Task item :: Transcribe the entries exactly; images are not part of the copy.

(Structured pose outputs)
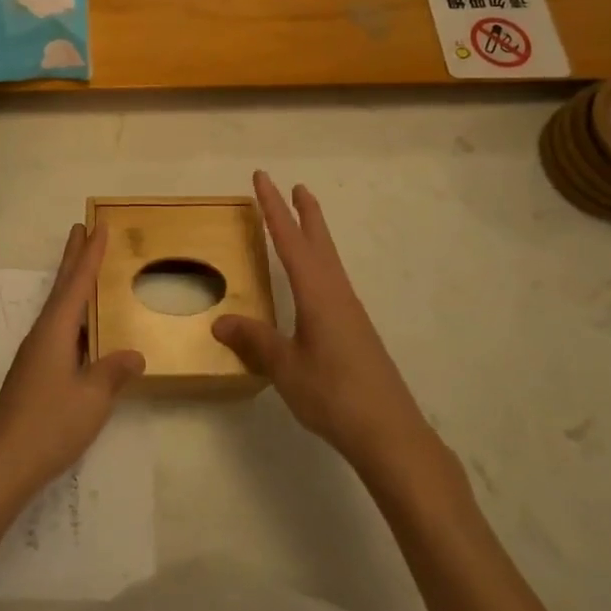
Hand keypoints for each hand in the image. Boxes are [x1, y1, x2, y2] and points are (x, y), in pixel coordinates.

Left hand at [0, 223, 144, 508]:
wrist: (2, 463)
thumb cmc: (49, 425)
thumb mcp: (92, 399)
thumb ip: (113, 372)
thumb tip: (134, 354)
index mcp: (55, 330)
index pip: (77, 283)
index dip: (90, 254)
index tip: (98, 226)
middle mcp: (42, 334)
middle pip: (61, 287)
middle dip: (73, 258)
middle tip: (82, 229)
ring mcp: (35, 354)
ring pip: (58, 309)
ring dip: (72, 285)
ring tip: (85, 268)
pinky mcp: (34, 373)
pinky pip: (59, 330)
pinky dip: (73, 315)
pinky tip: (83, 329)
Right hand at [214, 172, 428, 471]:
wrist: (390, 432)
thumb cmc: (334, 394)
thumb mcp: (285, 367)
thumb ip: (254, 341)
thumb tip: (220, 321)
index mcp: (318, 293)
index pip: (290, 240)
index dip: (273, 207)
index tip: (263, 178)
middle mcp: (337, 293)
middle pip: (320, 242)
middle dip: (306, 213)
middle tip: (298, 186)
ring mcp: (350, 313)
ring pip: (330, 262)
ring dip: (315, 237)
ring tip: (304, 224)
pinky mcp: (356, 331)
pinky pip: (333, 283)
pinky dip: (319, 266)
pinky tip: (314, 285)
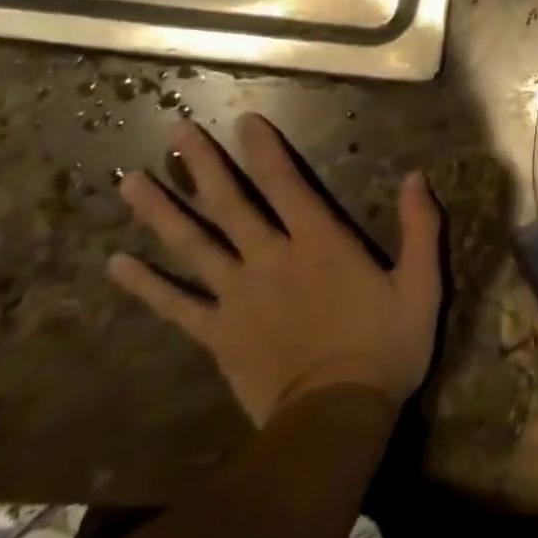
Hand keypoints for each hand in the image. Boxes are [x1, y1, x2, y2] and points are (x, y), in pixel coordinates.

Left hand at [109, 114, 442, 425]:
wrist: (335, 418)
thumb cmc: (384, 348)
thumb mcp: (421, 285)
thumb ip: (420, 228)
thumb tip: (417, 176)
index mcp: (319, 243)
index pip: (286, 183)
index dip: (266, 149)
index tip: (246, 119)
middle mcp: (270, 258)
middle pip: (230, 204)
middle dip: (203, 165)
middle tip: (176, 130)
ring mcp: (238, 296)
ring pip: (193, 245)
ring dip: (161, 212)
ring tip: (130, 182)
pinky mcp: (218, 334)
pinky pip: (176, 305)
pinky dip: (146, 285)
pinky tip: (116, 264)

The completed task ::
Hand keypoints for each hand in the image. Boxes are [x1, y1, x2, y2] and points are (x, y), in pixel coordinates.

Left hand at [0, 223, 144, 508]:
wrist: (2, 463)
thumb cmc: (49, 425)
thumb mcp: (92, 399)
thumb ip: (113, 372)
thumb tip: (134, 354)
index mcp: (55, 330)
index pip: (77, 283)
index dip: (90, 254)
index tip: (98, 226)
middle mcp: (42, 334)
middle pip: (61, 287)
middle dip: (73, 258)
middle tip: (82, 229)
ring mcp: (35, 354)
ring pip: (58, 309)
ring dip: (72, 285)
ring tip: (85, 268)
pinky mcp: (34, 373)
pinky pip: (59, 330)
pinky dip: (73, 315)
pinky tip: (83, 329)
Right hand at [214, 172, 428, 471]:
wrist: (390, 432)
thumb cmc: (334, 394)
thumb mcp: (285, 367)
thumb ip: (254, 341)
thumb tip: (220, 321)
index mcp: (318, 293)
index pip: (290, 240)
index dip: (273, 207)
index tip: (263, 178)
middle mcp: (337, 293)
middle pip: (320, 242)
middle dip: (306, 213)
middle tip: (298, 186)
ring mcp: (350, 313)
ring pip: (330, 262)
ring dip: (315, 237)
ring tip: (304, 224)
pinky mcp: (356, 331)
pinky pip: (333, 283)
pinky dip: (319, 266)
pinky tip: (314, 285)
Hand keypoints for each hand in the image. Boxes are [x1, y1, x2, y2] and points are (x, y), in pixel coordinates.

Left hand at [109, 114, 442, 425]:
wrist: (335, 418)
thumb cmc: (384, 348)
thumb mcp: (421, 285)
thumb ip: (420, 228)
thumb tip: (417, 176)
index mcp: (319, 243)
index pip: (286, 183)
index dip: (266, 149)
index tip: (246, 119)
middle mcp: (270, 258)
middle pip: (230, 204)
middle dip: (203, 165)
middle tip: (176, 130)
ring mcp: (238, 296)
ring pip: (193, 245)
ring dip: (161, 212)
ring tip: (130, 182)
pinky mcp: (218, 334)
pinky pip: (176, 305)
pinky dip: (146, 285)
pinky tip: (116, 264)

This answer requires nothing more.